Брат тоже говорил "посвящение в кришнаизм - это твоя самая большая ошибка в жизни". 
Папа бывало даже бился (или пытался биться со мной) из-за этого.

я как-то зашел на один сайт, там было о 4 переводах Гиты в традициях 4 сампрадай. написал им письмо е-мейл. они меня пригласили к себе, в Киеве. ничего не подозревая неладного, я пришёл. Оказалось - это последователи Нараяны махараджа. потом было хуже.
одна девушка там сказала что она "раньше снимала парней на трассе".
их махараджа (Бхактиведантха садху) сказал нам "думайте о Мохини".
но я понимаю что это всё - сахаджия, или даже по выражению Бхарати Махараджа - "Духовная педфоилия" -



> https://bharati.ru/diskussiya-o-sahadzhii/
> Я принял на веру от Шридхара Махараджа то, что Нараяна Махарадж – «духовный педофил». (Это особый термин, требующий расшифровки). А потом сам в этом убедился.

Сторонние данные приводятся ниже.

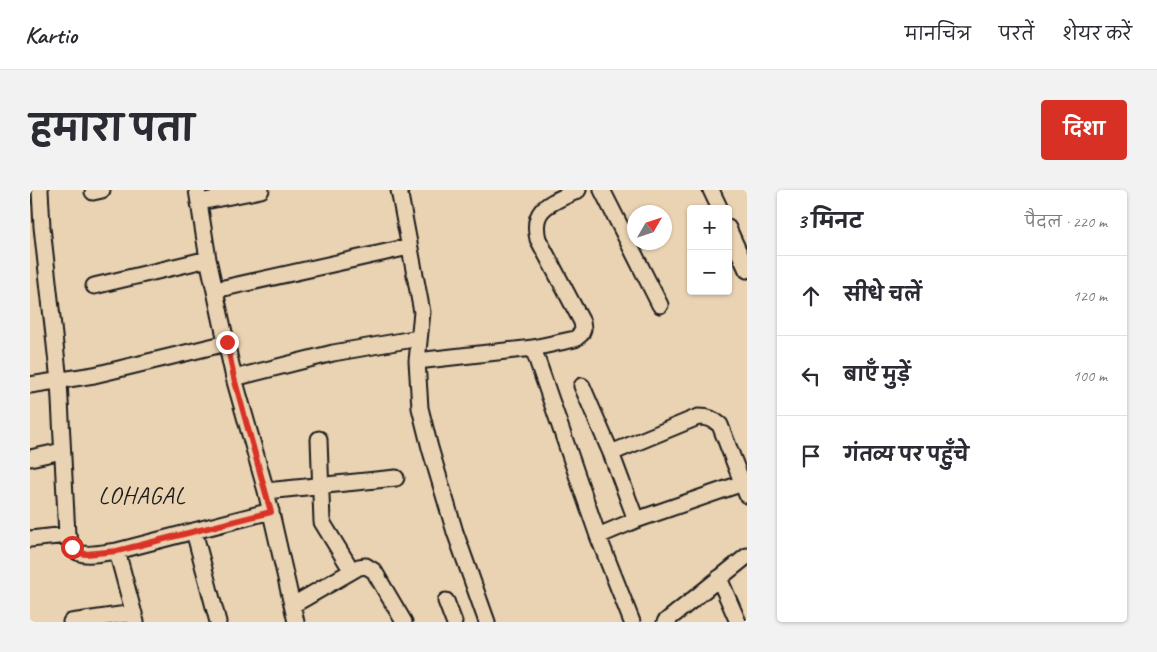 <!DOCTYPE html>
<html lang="hi">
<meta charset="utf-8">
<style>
:root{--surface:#fff;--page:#f2f2f3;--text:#2b2b33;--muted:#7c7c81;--line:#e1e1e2;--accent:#d93025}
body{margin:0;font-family:Caveat,"Playpen Sans Deva",sans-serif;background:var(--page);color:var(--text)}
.controls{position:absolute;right:15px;top:15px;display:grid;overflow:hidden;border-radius:5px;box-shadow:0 1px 4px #0004}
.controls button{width:45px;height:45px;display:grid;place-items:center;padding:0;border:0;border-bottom:1px solid var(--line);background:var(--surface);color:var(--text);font:25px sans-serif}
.compass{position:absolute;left:597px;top:15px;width:45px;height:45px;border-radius:50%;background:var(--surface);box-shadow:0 1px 4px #0004;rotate:51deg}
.stop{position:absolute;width:15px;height:15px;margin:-11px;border:4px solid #d93025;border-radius:50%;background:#fff}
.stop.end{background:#d93025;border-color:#fff;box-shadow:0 1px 5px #0008}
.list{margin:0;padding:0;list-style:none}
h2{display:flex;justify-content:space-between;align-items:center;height:65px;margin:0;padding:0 20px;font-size:21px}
h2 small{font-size:16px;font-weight:400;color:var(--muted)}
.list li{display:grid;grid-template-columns:32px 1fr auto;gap:15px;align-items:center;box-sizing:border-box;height:80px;padding:0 20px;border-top:1px solid var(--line)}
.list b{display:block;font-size:19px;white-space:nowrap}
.list em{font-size:16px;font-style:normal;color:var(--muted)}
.icon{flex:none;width:28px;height:28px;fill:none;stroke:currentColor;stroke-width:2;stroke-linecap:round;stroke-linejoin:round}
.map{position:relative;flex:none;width:717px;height:432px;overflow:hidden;border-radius:5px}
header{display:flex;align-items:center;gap:30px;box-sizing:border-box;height:70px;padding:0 25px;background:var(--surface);border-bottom:1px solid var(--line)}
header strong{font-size:24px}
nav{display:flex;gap:28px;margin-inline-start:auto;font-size:18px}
.intro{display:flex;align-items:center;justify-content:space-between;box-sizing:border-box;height:120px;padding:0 30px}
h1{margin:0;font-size:35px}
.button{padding:12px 22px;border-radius:5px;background:var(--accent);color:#fff;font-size:18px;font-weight:700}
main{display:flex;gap:30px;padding:0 30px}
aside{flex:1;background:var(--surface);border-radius:5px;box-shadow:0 1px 4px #0004}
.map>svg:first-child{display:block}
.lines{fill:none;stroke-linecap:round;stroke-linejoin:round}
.minor-casing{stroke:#1c1c1c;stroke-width:19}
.minor{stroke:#ead3b3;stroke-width:15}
.route{stroke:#d93025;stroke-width:6}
.labels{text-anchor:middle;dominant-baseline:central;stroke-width:4.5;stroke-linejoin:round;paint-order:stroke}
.quarter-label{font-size:24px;letter-spacing:1px;fill:#1c1c1c;stroke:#ead3b3}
</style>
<header>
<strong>Kartio</strong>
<nav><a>मानचित्र</a><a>परतें</a><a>शेयर करें</a></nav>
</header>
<div class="intro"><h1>हमारा पता</h1><a class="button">दिशा</a></div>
<main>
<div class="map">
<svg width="717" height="432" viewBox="0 0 717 432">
<rect width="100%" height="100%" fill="#ead3b3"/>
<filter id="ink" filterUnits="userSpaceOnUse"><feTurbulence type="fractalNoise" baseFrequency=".02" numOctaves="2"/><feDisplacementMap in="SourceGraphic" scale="10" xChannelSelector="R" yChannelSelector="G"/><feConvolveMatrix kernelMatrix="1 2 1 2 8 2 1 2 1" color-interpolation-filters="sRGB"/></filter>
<g filter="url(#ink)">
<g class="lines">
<defs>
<path id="minor" d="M10,0l2,37 17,154 8,154
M167,0l11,69 26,119 32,113 30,131
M369,0l23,122 -5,49 3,47 10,40 25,84 32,90
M572,0l58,115
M681,0l9,19
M63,2l9,-2
M170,12l61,-12
M698,38l19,42
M64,96l114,-27
M185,100l194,-43
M503,158l65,188 34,86
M387,171l116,-13 42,-9 6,-5 2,-5 -1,-7 -44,-83c-8,-33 15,-36 40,-49
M204,188l99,-25 86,-15
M0,195l64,-10 133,-32
M552,196l29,67 87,-36c10,0 15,2 22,8l27,70
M289,249l3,83 30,49
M581,263l25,67
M0,268l32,-7
M236,301l130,-13
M164,341l24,91
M568,346l38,-16 107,-37
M0,349l37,-4c4,4 3,10 7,14 7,10 32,3 43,2
M689,388l19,44
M416,411l8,21
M263,415l66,-38 7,-1 8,5 30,51
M41,432l63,-9
M106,432l-19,-71 154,-40
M635,432l82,-66"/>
</defs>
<use href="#minor" class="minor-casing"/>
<use href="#minor" class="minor"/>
</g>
</g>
<g class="lines" filter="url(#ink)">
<path class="route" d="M42,357l7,6 7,1 31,-3 154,-39 -37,-134 -7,-36"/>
</g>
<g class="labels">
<g class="quarter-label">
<text x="112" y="305">LOHAGAL</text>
</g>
</g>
</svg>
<div class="controls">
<button>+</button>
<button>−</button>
</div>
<svg class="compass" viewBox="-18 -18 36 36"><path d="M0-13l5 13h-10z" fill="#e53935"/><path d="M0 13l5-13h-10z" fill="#7c7c81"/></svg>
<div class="stop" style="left:42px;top:357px"></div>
<div class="stop end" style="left:197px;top:152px"></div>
</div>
<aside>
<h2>3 मिनट<small>पैदल · 220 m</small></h2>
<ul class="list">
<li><svg class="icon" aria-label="ahead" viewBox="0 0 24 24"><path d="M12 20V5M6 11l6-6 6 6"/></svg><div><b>सीधे चलें</b></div><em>120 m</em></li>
<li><svg class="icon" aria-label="left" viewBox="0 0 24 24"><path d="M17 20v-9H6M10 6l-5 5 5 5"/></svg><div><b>बाएँ मुड़ें</b></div><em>100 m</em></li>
<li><svg class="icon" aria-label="arrive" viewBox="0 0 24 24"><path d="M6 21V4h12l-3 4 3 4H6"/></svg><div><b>गंतव्य पर पहुँचे</b></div></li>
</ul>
</aside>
</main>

но сейчас моя вера начинает угасать в наших учителей... когда я такое узнаю\замечаю\слышу\читаю, что думать я прям не знаю...

допустим, ок, было 16 108 мудрецов, и они хотели в будущей жизни реинкарнировать как жены Кришны... стали потом Его женами... но им было сказано "вы пойдете в ад"... а они всё равно захотели...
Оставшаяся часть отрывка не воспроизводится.